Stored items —
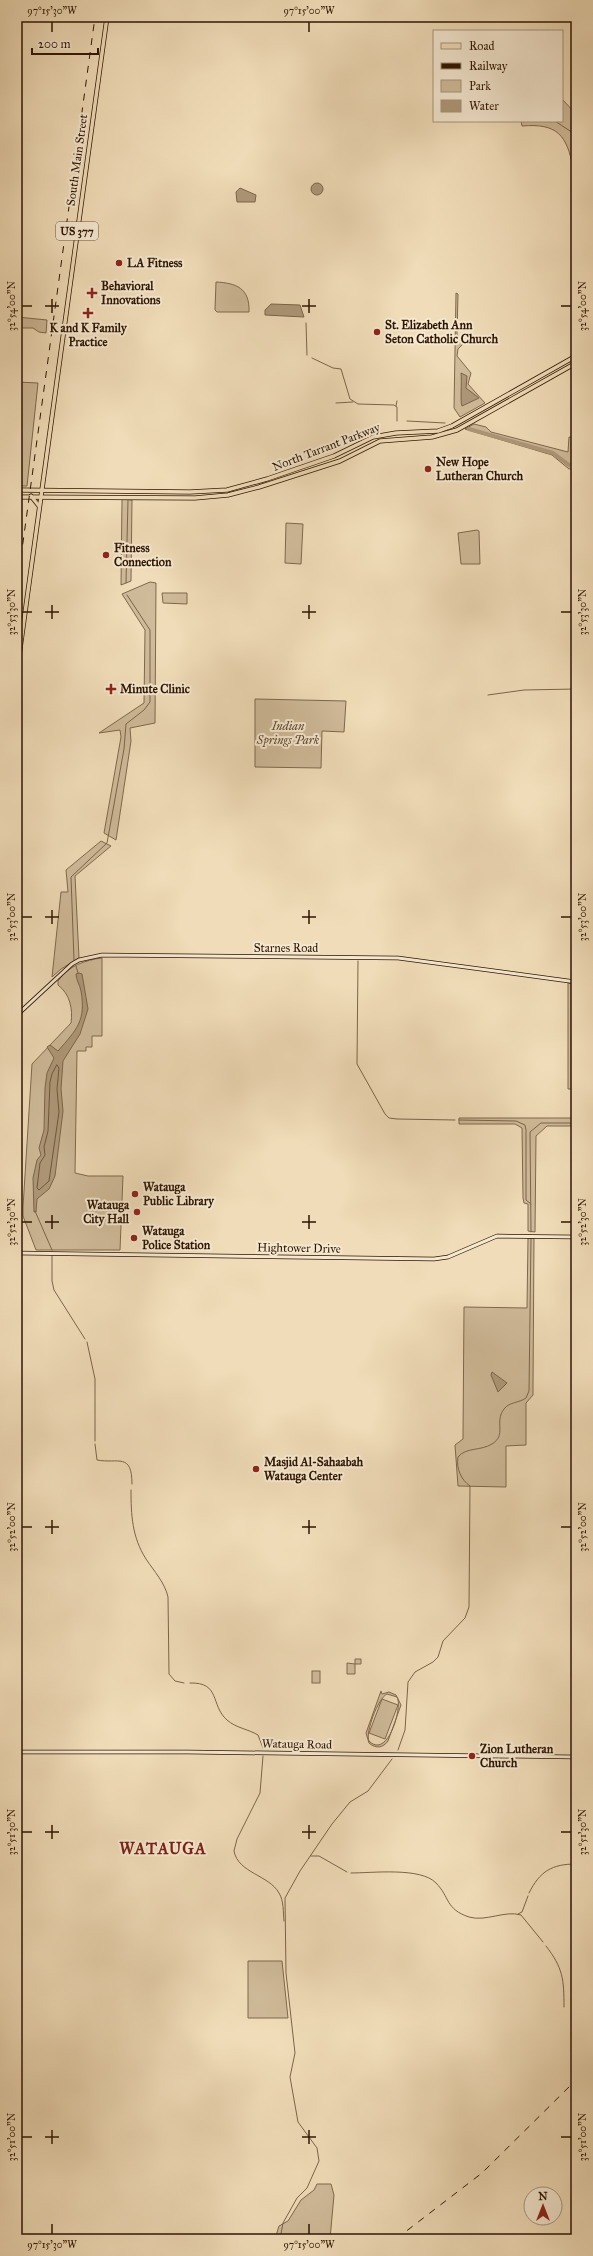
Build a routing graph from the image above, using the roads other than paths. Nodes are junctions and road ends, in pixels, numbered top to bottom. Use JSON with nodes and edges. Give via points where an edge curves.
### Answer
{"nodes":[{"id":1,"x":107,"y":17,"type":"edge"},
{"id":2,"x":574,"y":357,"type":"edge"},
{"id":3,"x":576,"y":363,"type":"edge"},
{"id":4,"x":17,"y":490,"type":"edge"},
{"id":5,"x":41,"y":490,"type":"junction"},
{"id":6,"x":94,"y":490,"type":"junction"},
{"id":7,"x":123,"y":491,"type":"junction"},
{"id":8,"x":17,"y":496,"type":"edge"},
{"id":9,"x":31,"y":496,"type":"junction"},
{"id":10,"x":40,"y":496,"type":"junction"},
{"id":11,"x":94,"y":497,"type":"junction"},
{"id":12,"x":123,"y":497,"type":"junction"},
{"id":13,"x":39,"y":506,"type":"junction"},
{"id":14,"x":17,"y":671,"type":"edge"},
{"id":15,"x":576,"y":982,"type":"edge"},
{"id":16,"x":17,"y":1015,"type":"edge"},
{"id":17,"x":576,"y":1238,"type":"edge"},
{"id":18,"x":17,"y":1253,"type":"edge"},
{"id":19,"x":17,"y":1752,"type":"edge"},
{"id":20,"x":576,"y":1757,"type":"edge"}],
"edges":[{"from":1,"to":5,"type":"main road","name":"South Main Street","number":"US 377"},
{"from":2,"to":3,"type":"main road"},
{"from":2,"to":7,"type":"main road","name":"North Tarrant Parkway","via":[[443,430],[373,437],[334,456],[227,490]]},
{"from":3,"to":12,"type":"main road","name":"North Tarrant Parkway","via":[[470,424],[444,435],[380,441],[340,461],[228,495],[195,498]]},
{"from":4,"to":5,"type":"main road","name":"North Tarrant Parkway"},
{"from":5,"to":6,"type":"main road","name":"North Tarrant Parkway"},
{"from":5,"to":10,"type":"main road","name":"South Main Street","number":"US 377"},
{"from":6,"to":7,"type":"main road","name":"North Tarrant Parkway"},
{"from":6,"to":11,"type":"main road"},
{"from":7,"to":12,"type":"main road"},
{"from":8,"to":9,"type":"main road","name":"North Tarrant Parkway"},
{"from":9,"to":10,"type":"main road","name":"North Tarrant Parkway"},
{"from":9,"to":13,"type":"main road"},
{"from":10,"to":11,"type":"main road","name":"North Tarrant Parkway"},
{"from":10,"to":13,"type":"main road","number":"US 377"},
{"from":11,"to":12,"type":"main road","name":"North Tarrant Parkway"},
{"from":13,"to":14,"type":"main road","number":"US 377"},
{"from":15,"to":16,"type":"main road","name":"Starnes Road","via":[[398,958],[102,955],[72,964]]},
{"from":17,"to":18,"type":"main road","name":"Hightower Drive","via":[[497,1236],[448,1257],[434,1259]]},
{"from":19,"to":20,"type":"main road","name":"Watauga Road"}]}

WORK TASK —
Filter the entries above and return only the lines holding "edges".

TASK RESULT —
Build a routing graph from the image above, using the roads other than paths. Nodes are junctions and road ends, in pixels, numbered top to bottom. Use JSON with nodes and edges. Give via points where an edge curves.
"edges":[{"from":1,"to":5,"type":"main road","name":"South Main Street","number":"US 377"},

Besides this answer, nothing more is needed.